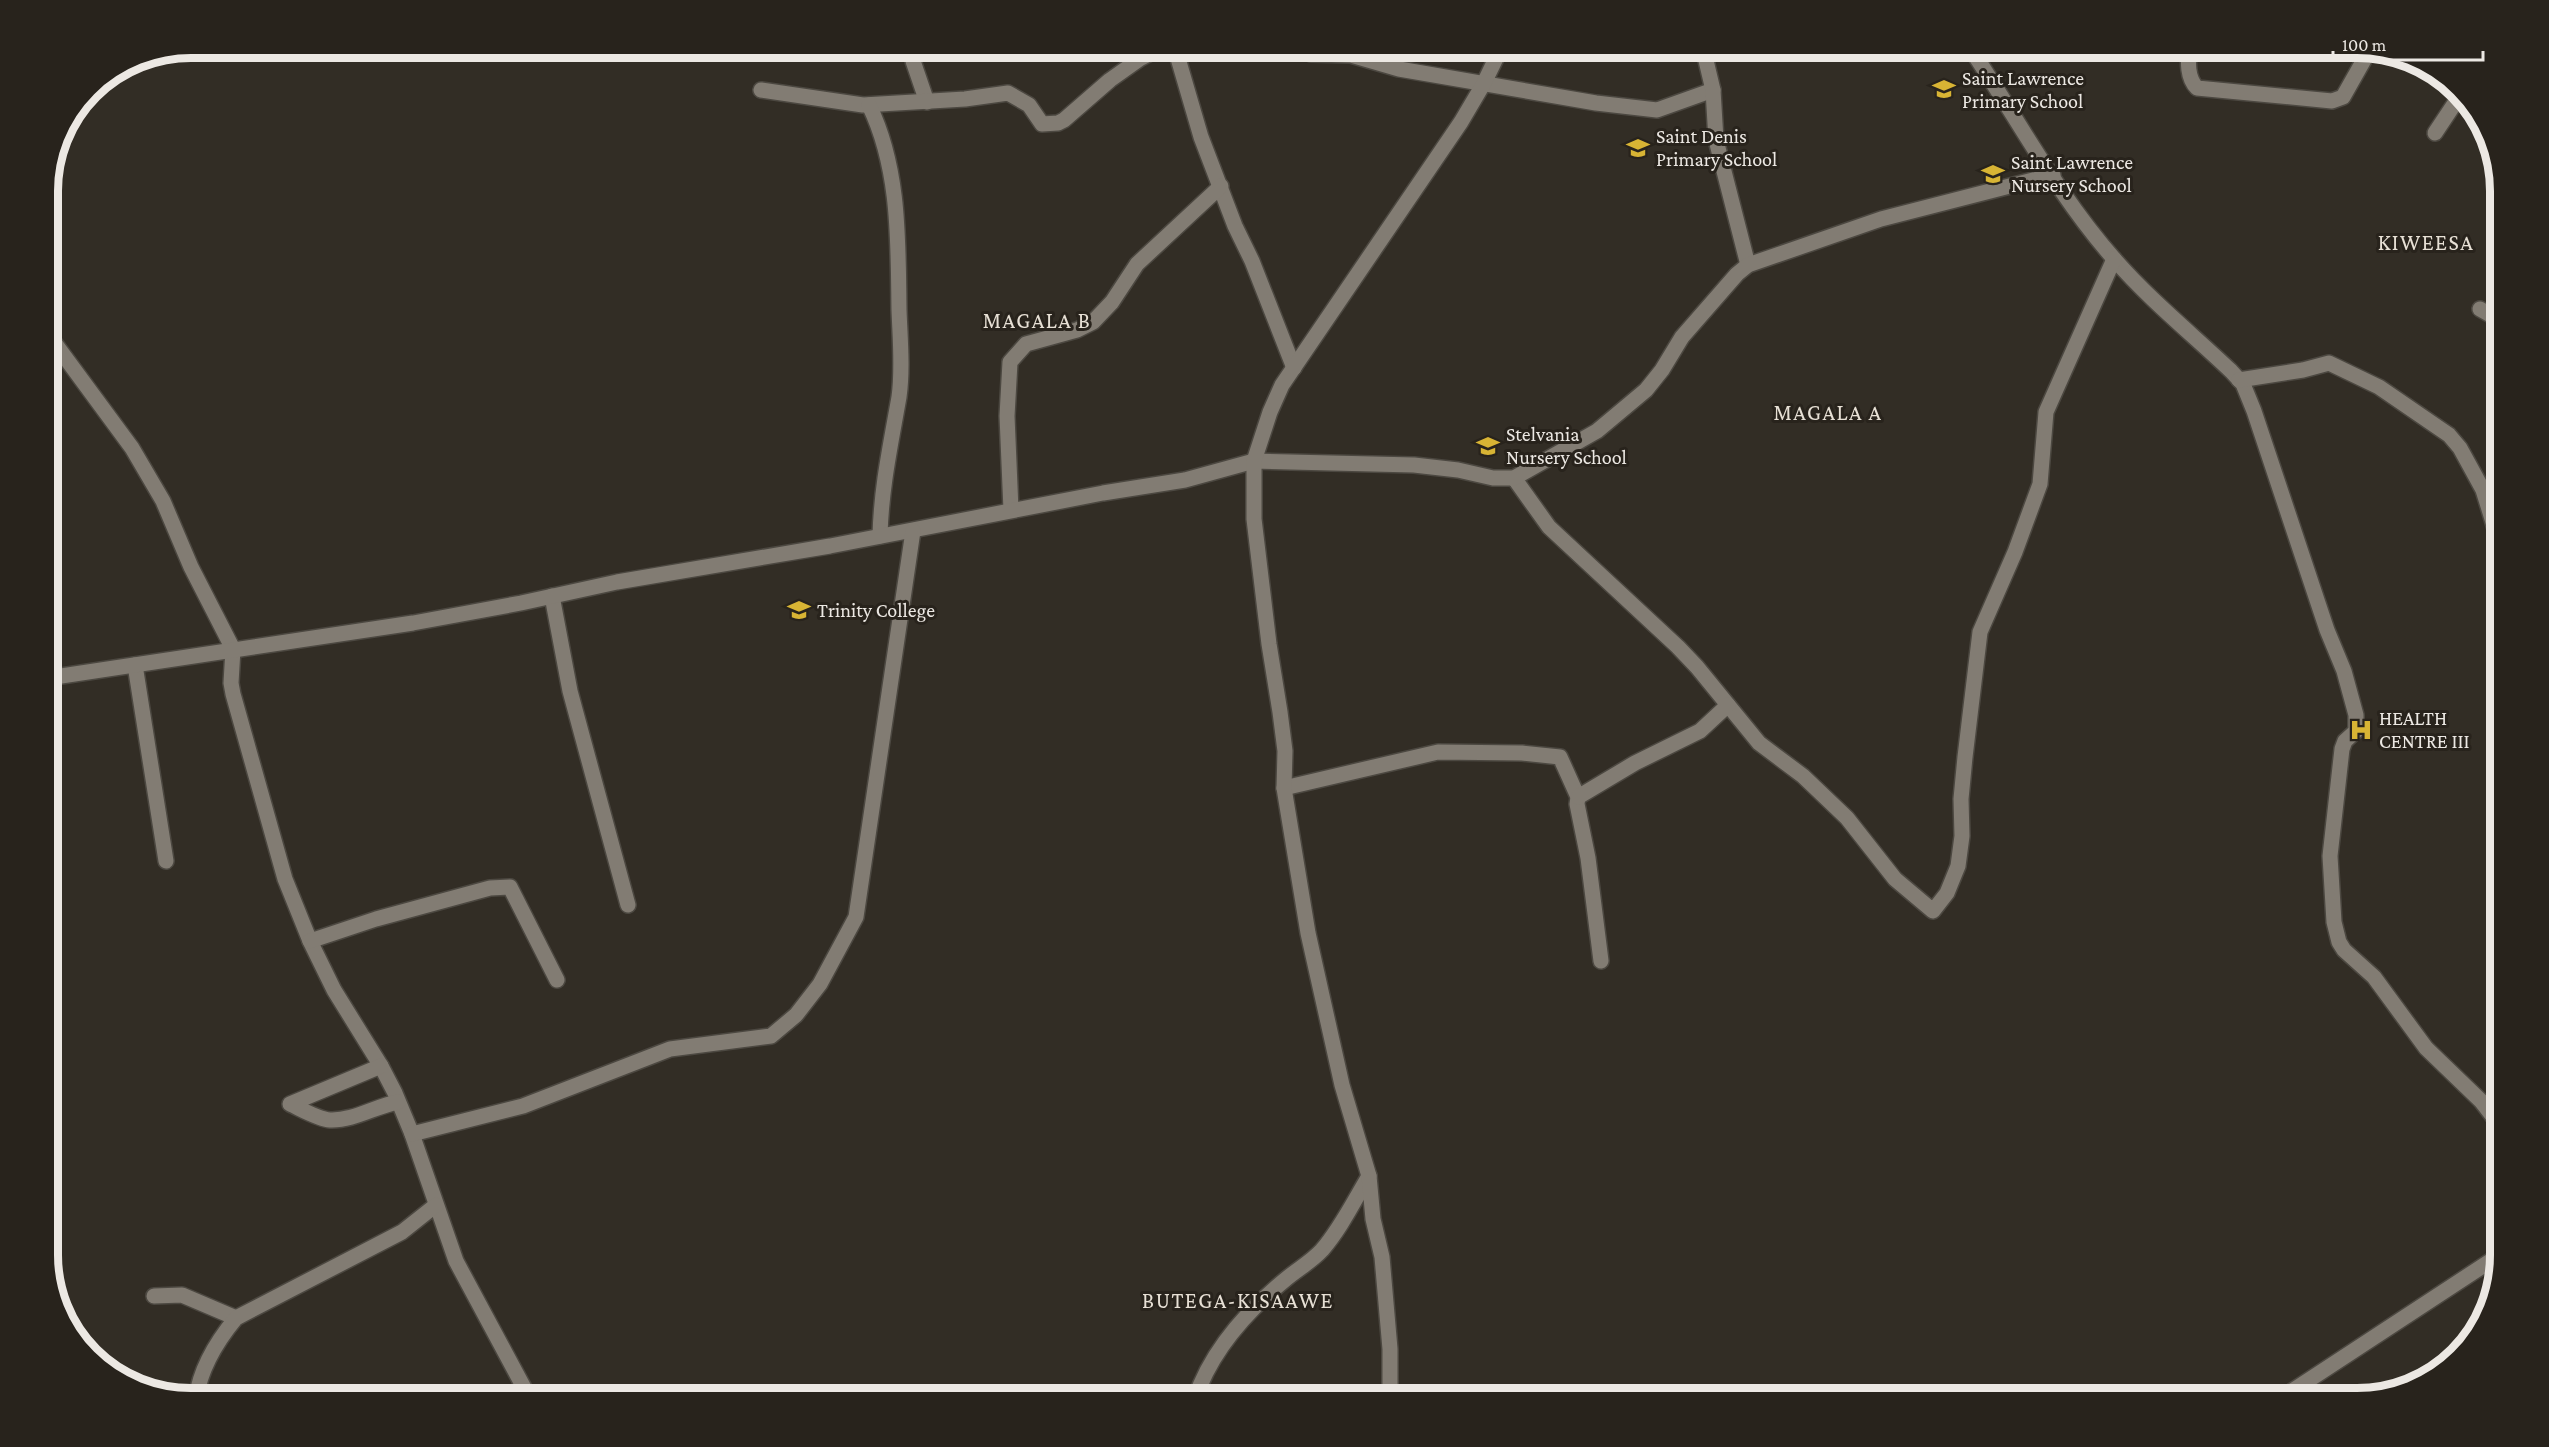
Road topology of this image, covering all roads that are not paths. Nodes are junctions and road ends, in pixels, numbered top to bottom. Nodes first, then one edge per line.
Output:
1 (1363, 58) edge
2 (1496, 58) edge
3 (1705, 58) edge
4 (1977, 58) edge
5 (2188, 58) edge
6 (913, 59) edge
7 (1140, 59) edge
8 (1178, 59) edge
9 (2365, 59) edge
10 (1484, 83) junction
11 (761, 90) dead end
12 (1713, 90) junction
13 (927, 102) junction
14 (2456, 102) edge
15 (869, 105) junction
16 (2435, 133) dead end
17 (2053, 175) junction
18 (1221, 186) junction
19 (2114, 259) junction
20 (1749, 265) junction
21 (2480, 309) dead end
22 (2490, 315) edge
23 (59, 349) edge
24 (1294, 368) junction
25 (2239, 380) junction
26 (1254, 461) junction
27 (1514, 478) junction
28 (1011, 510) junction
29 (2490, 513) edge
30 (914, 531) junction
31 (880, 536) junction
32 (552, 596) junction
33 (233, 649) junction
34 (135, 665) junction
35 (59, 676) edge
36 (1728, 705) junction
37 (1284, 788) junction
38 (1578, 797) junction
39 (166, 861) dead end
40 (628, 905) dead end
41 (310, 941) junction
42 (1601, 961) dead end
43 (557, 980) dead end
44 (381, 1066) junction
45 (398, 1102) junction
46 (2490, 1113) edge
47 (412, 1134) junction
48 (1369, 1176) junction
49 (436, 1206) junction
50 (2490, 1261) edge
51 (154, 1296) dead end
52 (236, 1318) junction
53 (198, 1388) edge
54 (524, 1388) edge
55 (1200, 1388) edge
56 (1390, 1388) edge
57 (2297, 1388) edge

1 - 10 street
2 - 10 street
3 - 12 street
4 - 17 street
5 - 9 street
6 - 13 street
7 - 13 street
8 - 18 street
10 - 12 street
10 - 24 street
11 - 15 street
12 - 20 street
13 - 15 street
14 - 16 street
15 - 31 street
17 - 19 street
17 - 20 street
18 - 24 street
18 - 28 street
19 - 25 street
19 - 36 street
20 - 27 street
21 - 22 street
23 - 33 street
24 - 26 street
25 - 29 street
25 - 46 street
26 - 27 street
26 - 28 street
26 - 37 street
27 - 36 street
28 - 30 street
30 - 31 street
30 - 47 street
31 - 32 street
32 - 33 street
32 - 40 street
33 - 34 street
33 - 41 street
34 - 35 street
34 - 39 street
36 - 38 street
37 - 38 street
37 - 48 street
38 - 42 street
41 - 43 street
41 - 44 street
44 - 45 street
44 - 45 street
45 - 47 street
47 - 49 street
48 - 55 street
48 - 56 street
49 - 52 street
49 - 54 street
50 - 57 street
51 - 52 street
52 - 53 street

Problem to solve:
Every line that holds the word "dead" should be copied from the records above.

Answer to the problem:
11 (761, 90) dead end
16 (2435, 133) dead end
21 (2480, 309) dead end
39 (166, 861) dead end
40 (628, 905) dead end
42 (1601, 961) dead end
43 (557, 980) dead end
51 (154, 1296) dead end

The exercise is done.